January 12th was the premiere date for “Batman” on ABC in 1966. For most of its three years on the air, “Batman” was seen twice a week, with a story beginning on the Wednesday episode and building to a cliff-hanger ending to be resolved on Thursday, “same Bat-time, same Bat-channel.” Many stories began with Bruce Wayne/Batman (Adam West) receiving his assignment over the “Batphone” from Police Commissioner Gordon of Gotham City.
For 23 years, Kenesaw Mountain Landis was the commissioner of bats, balls, diamonds, and all things related to baseball in the US. Landis, a federal judge, was elected the first commissioner of baseball on January 12th, 1921.
And happy birthday to Mr. Freese…not a “Batman” villain, but saxophone player Jason Freese, born on this date in 1975. Freese has performed with Green Day and other popular rock bands..
January 11th in history:
Doctors made a medical breakthrough on January 11th in 1922, when they used insulin from animals to treat diabetes for the first time. The first diabetic to get an insulin shot was a 14-year-old boy in Toronto.
Another medical milestone on January 11th came in 1964 — the day of the infamous “surgeon general’s warning” that cigarette smoking could cause cancer. That original warning from Dr.

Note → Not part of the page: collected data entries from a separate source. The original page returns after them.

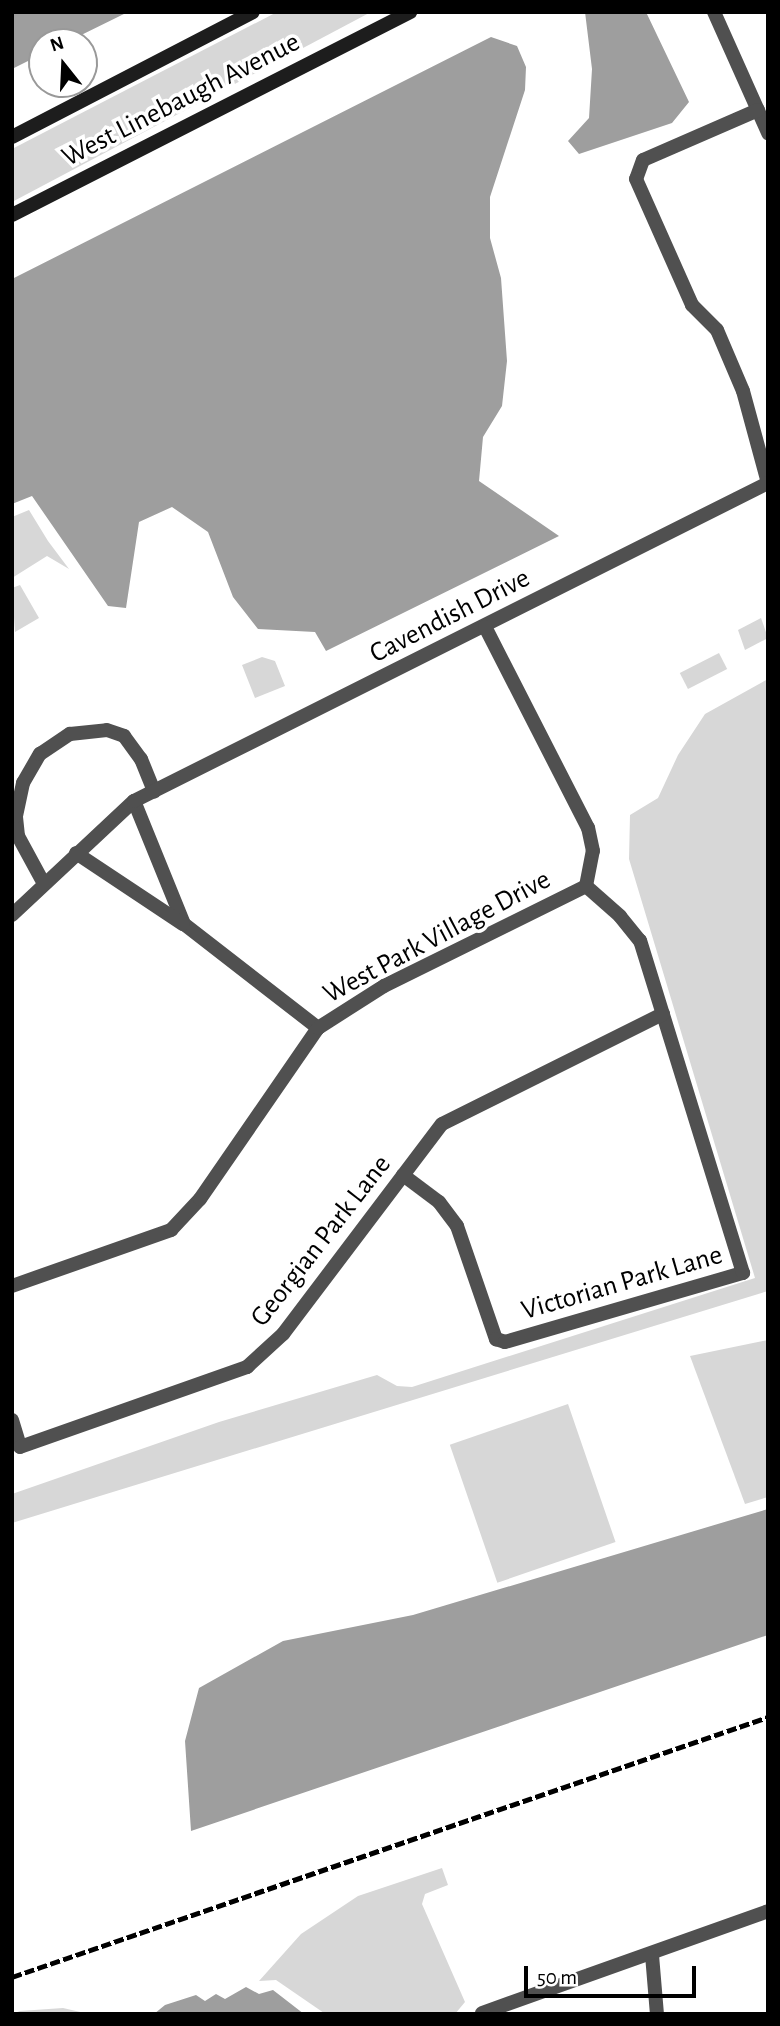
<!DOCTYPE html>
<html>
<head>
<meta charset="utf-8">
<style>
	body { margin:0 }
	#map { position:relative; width:780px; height:2026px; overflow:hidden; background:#fff; font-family:"Alegreya Sans",sans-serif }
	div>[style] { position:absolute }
	.green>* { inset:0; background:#d7d7d7; transform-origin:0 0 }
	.water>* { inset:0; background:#9e9e9e }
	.street>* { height:14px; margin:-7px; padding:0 7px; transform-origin:7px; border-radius:7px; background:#505050 }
	.secondary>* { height:14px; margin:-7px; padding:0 7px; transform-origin:7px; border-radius:7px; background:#1d1d1d }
	.rail>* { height:5px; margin-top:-2.5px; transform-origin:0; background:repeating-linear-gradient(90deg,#000 0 10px,transparent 0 13.5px) }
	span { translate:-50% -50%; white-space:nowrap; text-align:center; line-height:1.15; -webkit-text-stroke:7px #fff; paint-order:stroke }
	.street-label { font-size:28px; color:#000 }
	.frame { position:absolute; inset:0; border:14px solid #000; pointer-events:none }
	.north { position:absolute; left:28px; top:28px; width:70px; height:70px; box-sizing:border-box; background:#fff; border:2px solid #999; border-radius:50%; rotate:342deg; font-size:19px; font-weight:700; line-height:28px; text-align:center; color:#000 }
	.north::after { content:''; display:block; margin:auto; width:24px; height:32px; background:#000; clip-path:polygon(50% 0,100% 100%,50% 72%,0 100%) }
	.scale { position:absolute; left:524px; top:1966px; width:172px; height:32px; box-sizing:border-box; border:4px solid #000; border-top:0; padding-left:9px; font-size:21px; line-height:24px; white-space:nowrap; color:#000; -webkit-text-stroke:5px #fff; paint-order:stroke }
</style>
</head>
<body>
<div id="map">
	<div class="green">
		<div style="clip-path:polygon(277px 12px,371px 12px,12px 202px,12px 149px)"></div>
		<div style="clip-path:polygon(29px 510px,48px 541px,69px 569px,47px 556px,12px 578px,12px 517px)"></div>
		<div style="clip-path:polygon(20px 585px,39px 618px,15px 632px,12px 588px)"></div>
		<div style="clip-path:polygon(761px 618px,768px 638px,745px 650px,738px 630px)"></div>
		<div style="left:719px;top:653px;width:18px;height:44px;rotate:63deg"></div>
		<div style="clip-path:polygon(262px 657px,275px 661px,285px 686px,255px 698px,242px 665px)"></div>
		<div style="clip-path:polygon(768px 679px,768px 1291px,12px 1523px,12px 1494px,219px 1422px,377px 1375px,397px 1386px,412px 1387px,755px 1278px,629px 859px,630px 815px,658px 798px,678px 755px,705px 714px)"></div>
		<div style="clip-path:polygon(768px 1340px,768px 1497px,745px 1504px,690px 1356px)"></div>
		<div style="left:568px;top:1404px;width:146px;height:125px;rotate:71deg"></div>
		<div style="clip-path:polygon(442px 1868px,448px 1885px,425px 1894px,422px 1904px,465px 2002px,455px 2014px,324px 2013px,276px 1980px,259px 1981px,301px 1934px,358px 1896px)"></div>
		<div style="clip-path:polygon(63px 2008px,89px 2014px,12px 2014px,20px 2011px)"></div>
	</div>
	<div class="water">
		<div style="clip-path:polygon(12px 12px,128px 12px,67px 42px,42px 42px,42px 54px,12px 69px)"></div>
		<div style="clip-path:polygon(585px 12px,646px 12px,689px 102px,672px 123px,579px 154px,568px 141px,589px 118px,592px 69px)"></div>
		<div style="clip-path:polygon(491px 37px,517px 46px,526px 67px,525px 90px,490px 197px,490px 238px,501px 278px,507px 361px,502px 406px,483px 437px,479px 481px,559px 536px,326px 651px,315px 632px,258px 629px,233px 597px,208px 532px,172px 507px,139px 522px,126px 608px,108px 606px,32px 496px,12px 504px,12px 279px)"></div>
		<div style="clip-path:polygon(768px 1509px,768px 1635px,191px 1831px,185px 1741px,199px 1688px,283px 1641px,413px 1615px)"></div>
		<div style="clip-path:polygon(246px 1987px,259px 1994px,273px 1990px,304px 2014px,154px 2014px,165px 2005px,196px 1995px,205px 2001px,216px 1994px,225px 1999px)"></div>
	</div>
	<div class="street">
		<div style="left:714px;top:12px;width:133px;rotate:65.9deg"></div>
		<div style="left:758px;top:110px;width:125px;rotate:156.5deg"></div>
		<div style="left:643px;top:160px;width:20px;rotate:110deg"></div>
		<div style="left:636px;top:179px;width:138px;rotate:66deg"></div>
		<div style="left:692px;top:305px;width:35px;rotate:45deg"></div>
		<div style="left:717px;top:330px;width:66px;rotate:66.9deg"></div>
		<div style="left:743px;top:391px;width:95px;rotate:74.8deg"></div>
		<div style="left:134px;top:801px;width:133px;rotate:67.9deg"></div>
		<div style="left:184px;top:924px;width:170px;rotate:37.8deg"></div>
		<div style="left:76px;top:853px;width:128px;rotate:33.6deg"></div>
		<div style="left:43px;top:882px;width:52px;rotate:-118.5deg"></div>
		<div style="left:18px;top:836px;width:20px;rotate:-96deg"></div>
		<div style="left:16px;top:816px;width:34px;rotate:-78deg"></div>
		<div style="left:23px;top:783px;width:34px;rotate:-60deg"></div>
		<div style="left:40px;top:754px;width:36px;rotate:-34deg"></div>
		<div style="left:70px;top:734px;width:37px;rotate:-6deg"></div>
		<div style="left:107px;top:730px;width:18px;rotate:19deg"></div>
		<div style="left:124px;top:736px;width:29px;rotate:54deg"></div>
		<div style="left:141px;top:759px;width:35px;rotate:68deg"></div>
		<div style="left:12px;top:915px;width:167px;rotate:-43.1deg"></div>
		<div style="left:134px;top:801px;width:709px;rotate:-26.64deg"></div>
		<div style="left:403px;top:1175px;width:45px;rotate:36.9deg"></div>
		<div style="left:439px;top:1202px;width:30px;rotate:53deg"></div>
		<div style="left:457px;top:1226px;width:120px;rotate:71deg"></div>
		<div style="left:496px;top:1339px;width:9px;rotate:18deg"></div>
		<div style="left:505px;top:1342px;width:248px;rotate:-16.2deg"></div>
		<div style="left:743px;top:1273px;width:348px;rotate:-107.2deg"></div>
		<div style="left:640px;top:941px;width:32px;rotate:-129deg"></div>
		<div style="left:620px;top:916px;width:45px;rotate:-138.6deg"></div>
		<div style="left:12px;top:1286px;width:169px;rotate:-19.4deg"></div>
		<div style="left:171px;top:1230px;width:42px;rotate:-46.9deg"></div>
		<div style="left:200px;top:1199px;width:208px;rotate:-55.4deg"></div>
		<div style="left:318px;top:1028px;width:78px;rotate:-32.5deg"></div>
		<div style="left:384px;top:986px;width:225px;rotate:-26.3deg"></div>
		<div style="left:586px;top:886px;width:36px;rotate:-79deg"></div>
		<div style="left:593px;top:851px;width:24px;rotate:-102deg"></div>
		<div style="left:588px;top:828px;width:226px;rotate:-117.1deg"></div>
		<div style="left:12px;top:1420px;width:28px;rotate:73deg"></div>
		<div style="left:20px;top:1447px;width:241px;rotate:-19.4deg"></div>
		<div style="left:247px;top:1367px;width:49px;rotate:-42.5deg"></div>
		<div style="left:283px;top:1334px;width:263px;rotate:-52.9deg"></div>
		<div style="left:442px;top:1124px;width:247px;rotate:-26.5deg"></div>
		<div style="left:652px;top:1955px;width:59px;rotate:85.2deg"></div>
		<div style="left:482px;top:2013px;width:304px;rotate:-19.6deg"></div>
	</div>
	<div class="secondary">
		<div style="left:12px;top:137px;width:271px;rotate:-27.4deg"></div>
		<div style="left:12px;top:215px;width:447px;rotate:-27deg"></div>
	</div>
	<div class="rail">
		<div style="left:12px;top:1977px;width:799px;rotate:-18.98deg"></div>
	</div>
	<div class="street-label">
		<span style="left:181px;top:100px;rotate:-27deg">West Linebaugh Avenue</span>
		<span style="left:450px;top:616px;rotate:-27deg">Cavendish Drive</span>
		<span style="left:437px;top:937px;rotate:-28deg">West Park Village Drive</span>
		<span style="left:321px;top:1241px;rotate:-52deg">Georgian Park Lane</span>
		<span style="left:622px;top:1283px;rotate:-16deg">Victorian Park Lane</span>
	</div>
	<div class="frame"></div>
	<div class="north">N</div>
	<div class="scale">50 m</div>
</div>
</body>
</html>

Luther Terry led to the disclaimer on every pack of smokes made in the U.S.
Something else considered hazardous to your health: LSD. The Swiss chemist considered the “father” of LSD, Albert Hoffman, was born on January 11th in 1906.
It wasn’t LSD that led to a “Freaky Friday,” but a strange body switch between a mother and daughter. The book “Freaky Friday,” which has inspired three movie versions since 1976, was written by Mary Rodgers, born January 11th, 1931. Mary was the daughter of Broadway composer Richard Rodgers, and she also wrote the music for the show “Once Upon a Mattress.”
January 10th in history:
The world’s first subway opened on January 10th, 1863, when an underground train began operating in London.

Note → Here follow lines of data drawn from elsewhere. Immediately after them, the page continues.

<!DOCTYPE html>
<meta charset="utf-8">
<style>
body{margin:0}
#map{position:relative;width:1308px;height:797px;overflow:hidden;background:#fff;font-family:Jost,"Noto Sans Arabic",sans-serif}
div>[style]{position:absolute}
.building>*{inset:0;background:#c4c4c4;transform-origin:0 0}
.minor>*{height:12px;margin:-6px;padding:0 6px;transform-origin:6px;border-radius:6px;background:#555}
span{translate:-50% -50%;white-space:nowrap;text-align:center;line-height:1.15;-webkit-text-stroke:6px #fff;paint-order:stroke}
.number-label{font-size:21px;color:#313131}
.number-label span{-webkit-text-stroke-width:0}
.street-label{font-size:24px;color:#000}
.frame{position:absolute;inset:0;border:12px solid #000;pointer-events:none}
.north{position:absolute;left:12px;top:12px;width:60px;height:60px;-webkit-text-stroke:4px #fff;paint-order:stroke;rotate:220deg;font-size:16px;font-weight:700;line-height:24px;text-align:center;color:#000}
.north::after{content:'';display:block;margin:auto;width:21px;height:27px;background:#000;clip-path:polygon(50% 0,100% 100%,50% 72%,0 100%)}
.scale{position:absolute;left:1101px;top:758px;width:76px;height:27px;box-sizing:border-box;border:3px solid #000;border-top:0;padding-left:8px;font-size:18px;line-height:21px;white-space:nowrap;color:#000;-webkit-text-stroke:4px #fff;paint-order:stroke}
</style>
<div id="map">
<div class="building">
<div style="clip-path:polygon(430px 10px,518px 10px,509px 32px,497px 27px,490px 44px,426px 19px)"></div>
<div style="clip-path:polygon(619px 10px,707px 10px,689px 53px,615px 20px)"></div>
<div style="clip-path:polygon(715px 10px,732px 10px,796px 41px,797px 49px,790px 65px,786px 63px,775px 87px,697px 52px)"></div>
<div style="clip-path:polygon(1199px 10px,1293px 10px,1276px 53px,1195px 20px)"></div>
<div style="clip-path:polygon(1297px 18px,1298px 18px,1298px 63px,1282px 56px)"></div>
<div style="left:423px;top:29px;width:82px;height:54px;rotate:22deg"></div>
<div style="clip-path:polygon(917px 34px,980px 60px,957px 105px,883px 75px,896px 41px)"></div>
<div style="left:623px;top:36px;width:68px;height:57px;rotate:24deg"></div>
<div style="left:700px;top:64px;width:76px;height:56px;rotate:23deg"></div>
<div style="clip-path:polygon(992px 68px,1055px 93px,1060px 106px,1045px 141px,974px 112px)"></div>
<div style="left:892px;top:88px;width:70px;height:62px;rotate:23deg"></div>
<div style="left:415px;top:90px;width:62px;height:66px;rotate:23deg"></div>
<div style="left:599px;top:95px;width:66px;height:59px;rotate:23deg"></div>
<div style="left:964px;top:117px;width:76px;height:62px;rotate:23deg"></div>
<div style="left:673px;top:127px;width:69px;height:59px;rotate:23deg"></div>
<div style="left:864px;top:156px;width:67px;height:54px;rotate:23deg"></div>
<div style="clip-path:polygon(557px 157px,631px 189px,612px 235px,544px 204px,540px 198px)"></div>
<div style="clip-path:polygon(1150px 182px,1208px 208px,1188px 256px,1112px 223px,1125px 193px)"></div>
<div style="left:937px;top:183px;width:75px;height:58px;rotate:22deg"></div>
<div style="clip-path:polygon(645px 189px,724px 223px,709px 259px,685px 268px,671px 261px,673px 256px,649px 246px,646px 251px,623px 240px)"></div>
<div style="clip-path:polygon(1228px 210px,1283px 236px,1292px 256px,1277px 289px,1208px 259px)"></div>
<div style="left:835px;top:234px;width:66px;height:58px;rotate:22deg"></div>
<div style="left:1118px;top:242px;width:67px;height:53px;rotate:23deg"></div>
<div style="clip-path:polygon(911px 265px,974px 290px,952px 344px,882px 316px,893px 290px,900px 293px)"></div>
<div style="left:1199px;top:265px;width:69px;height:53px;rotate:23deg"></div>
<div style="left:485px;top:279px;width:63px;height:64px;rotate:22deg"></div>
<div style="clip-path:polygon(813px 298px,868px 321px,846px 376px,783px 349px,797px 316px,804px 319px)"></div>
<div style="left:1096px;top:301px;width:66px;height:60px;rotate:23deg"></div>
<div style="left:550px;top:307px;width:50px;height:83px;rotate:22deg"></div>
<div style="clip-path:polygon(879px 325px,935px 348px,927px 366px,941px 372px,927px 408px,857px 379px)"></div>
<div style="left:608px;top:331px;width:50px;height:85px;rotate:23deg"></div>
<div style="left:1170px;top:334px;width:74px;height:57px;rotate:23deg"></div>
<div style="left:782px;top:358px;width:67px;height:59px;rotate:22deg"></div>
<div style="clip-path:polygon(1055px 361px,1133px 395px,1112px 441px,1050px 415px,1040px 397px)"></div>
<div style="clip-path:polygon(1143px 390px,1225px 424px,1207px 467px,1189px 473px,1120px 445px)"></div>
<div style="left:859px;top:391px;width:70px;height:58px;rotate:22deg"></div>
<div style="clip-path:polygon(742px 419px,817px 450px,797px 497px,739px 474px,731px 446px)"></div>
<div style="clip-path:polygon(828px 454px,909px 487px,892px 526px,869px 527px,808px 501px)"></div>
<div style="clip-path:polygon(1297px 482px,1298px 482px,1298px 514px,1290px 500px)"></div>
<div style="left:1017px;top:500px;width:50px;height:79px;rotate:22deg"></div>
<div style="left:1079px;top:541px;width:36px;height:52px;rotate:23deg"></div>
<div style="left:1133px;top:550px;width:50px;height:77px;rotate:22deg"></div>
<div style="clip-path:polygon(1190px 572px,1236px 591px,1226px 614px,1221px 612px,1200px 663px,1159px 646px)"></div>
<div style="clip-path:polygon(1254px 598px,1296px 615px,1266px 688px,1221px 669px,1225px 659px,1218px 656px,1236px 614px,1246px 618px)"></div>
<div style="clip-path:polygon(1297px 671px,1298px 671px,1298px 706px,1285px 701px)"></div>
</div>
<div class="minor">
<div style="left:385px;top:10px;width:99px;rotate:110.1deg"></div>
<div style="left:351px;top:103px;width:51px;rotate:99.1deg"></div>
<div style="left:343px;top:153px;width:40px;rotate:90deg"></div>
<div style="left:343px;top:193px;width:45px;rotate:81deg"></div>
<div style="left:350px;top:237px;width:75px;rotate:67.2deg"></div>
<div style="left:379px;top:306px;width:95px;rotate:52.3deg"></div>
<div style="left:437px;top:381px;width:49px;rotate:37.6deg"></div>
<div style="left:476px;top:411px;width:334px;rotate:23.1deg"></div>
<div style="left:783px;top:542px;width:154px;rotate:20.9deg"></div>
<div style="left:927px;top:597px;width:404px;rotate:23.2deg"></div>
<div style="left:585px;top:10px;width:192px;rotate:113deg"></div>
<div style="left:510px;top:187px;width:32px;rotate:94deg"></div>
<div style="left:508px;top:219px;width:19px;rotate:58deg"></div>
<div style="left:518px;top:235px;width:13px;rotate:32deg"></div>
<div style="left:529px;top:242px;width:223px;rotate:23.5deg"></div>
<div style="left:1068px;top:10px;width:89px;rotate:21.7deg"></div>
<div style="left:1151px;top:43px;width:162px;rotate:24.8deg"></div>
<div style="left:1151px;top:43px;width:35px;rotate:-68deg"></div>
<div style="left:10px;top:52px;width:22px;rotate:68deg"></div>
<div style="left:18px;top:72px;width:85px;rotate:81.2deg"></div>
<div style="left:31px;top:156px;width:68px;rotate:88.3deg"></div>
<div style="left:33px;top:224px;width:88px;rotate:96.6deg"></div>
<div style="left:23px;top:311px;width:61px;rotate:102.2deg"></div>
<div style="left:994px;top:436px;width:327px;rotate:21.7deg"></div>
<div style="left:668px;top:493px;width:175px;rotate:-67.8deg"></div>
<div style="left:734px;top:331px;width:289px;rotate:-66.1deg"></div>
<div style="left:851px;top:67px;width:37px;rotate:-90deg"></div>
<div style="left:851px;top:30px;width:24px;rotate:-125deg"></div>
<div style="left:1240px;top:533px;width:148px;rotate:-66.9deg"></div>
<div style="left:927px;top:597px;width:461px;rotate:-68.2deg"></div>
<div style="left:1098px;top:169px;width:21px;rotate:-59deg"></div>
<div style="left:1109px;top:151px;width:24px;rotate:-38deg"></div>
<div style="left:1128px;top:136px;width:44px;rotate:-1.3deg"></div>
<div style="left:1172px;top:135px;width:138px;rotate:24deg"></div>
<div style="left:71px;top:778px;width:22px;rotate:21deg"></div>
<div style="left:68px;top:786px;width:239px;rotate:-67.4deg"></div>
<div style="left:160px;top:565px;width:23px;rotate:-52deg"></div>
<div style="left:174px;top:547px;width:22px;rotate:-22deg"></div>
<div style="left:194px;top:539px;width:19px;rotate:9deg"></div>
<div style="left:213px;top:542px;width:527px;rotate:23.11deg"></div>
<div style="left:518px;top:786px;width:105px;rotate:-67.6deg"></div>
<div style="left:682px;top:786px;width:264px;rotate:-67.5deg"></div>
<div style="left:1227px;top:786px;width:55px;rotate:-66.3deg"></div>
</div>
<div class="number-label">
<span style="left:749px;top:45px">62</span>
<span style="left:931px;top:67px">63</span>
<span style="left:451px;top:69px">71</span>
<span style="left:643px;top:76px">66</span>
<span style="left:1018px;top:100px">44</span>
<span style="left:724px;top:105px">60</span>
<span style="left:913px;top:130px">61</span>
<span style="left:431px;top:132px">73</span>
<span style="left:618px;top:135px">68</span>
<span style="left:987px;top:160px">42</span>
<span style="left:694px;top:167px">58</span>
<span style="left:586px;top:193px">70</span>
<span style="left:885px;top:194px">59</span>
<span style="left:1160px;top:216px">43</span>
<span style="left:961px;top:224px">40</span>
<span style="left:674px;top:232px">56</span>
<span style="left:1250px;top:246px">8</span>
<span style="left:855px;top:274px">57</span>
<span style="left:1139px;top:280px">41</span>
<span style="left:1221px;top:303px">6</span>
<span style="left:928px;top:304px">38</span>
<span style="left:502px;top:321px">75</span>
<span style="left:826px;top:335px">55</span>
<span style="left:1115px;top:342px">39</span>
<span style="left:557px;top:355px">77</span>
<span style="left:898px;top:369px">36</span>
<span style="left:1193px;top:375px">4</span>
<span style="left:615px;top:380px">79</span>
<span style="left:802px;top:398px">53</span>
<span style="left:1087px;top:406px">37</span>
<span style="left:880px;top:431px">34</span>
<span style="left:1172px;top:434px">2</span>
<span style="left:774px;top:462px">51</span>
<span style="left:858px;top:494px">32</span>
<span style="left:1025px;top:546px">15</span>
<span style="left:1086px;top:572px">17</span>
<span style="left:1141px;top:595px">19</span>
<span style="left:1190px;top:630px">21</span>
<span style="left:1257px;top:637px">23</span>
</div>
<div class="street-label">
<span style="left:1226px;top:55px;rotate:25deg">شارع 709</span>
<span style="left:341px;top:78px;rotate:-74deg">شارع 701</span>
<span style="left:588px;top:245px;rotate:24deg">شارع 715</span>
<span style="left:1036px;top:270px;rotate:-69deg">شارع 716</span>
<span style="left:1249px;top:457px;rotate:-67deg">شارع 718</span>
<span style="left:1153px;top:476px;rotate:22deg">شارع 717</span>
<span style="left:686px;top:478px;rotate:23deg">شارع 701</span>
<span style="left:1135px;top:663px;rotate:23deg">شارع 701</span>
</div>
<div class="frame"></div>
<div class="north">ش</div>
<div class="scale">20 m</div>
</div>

It was January 10th of 1901 when an oil gusher erupted at the Spindletop drilling site near Beaumont, Texas, leading to an oil industry boom in that state.
John D. Rockefeller made his vast fortune in the oil business. Rockefeller incorporated Standard Oil on this date in 1870.
For about 30 years, Mobil Oil — formerly the Standard Oil Company of New York — was the chief sponsor of “Masterpiece Theatre” on PBS. “Masterpiece Theatre” made its debut on American television January 10th, 1971.